* [Exercise requirements]:
Return all lines below containing the word "Oraide".

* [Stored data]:
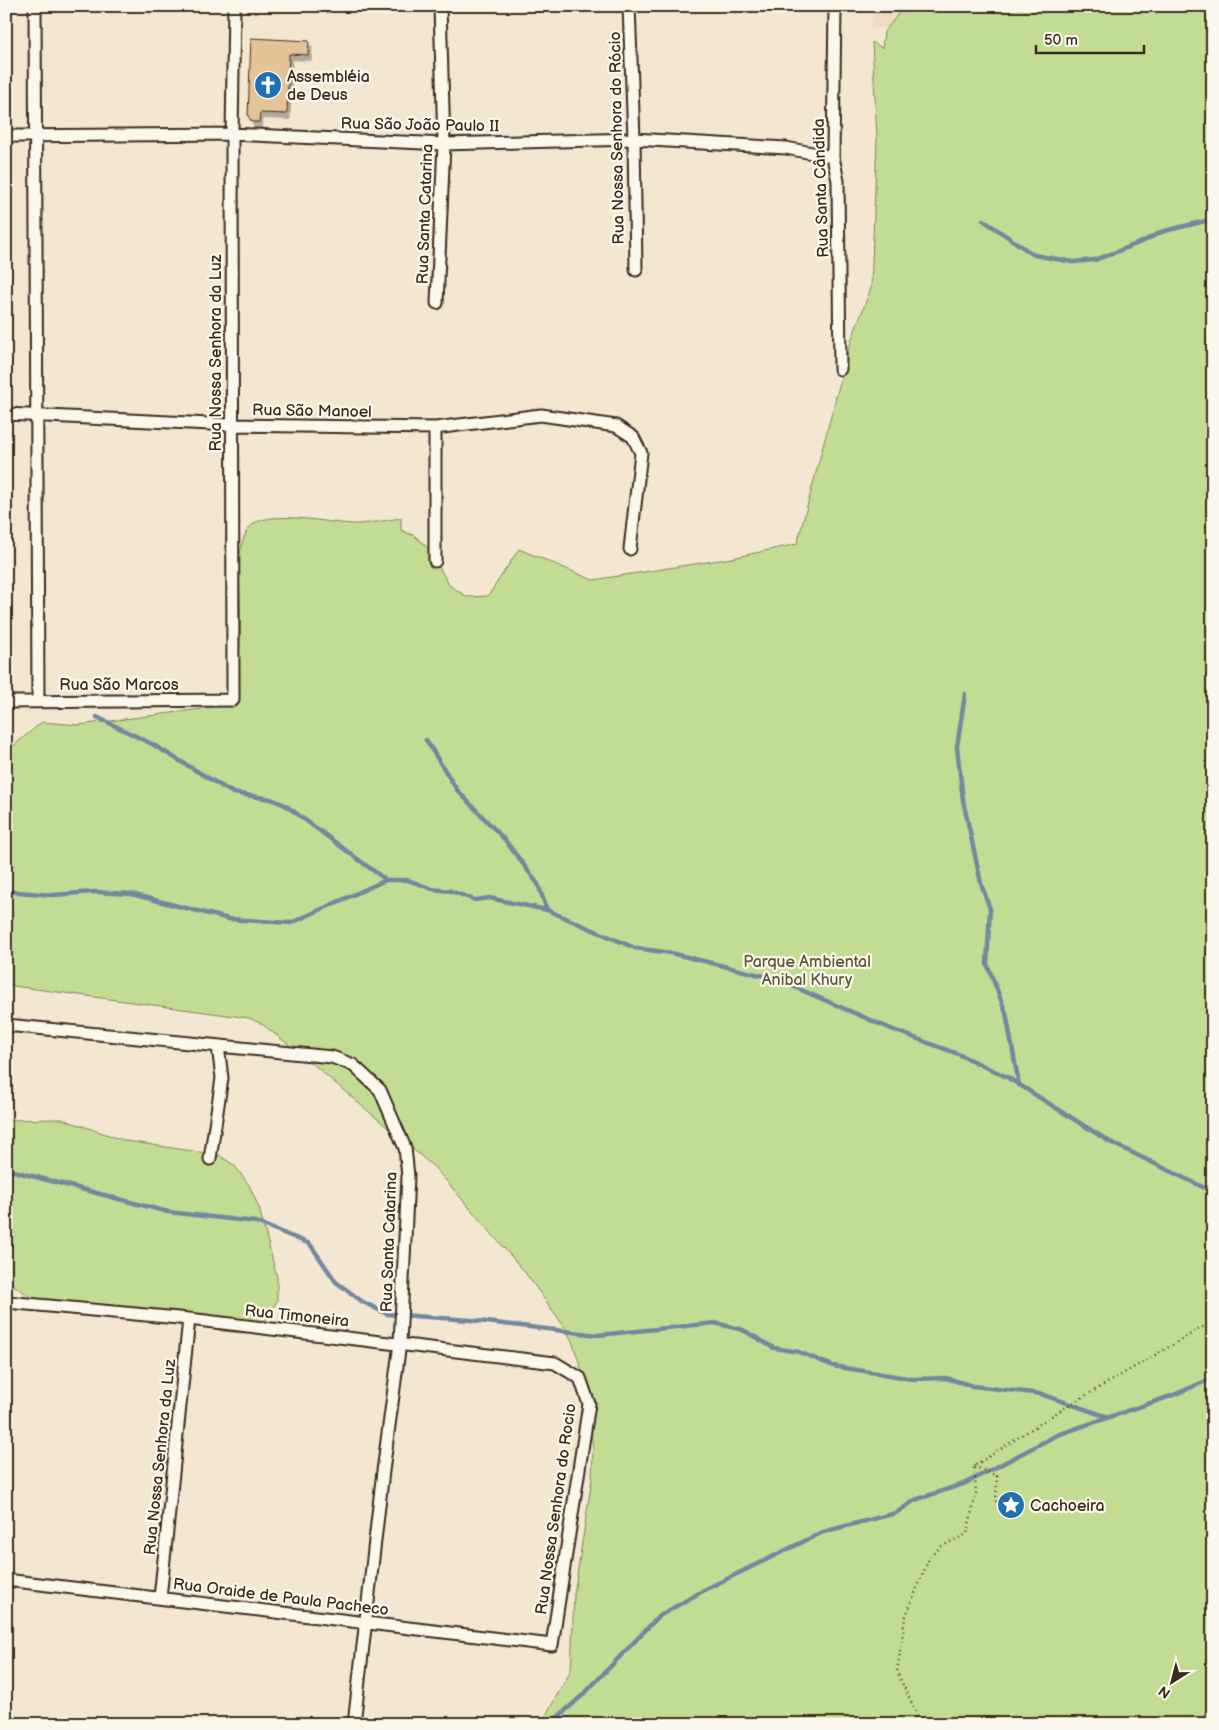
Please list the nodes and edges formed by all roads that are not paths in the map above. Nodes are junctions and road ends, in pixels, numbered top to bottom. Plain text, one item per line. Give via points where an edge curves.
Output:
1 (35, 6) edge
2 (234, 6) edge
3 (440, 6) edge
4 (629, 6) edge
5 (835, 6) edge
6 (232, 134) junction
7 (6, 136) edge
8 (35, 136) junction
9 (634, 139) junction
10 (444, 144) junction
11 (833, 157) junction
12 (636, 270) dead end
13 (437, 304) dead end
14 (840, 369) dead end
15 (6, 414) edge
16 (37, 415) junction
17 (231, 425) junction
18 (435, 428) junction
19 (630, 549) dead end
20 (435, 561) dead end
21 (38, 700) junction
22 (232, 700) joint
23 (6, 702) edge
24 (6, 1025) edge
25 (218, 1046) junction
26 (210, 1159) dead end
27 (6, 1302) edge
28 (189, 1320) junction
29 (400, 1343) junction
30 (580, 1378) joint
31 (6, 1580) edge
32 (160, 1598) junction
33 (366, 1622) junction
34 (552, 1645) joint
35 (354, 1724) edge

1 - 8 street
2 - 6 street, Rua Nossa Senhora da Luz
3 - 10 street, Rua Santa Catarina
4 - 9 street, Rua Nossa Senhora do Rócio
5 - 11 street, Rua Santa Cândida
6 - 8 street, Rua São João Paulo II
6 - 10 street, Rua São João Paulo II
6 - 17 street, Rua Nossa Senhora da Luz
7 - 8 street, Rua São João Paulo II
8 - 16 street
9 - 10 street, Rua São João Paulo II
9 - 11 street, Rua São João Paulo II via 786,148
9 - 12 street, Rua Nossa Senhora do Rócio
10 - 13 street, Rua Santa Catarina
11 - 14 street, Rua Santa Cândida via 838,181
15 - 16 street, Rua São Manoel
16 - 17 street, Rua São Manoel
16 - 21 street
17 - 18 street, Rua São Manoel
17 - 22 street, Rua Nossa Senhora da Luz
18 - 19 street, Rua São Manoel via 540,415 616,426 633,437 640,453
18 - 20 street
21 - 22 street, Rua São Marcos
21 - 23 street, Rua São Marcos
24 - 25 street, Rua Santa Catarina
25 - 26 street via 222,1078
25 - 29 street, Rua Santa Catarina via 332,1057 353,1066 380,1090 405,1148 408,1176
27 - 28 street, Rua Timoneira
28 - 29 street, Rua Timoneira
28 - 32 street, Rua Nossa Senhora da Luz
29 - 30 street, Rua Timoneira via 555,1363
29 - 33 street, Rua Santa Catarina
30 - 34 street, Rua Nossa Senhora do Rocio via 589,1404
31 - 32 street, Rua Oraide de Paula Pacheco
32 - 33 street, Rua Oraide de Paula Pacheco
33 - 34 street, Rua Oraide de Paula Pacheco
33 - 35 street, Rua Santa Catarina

* [Exercise result]:
31 - 32 street, Rua Oraide de Paula Pacheco
32 - 33 street, Rua Oraide de Paula Pacheco
33 - 34 street, Rua Oraide de Paula Pacheco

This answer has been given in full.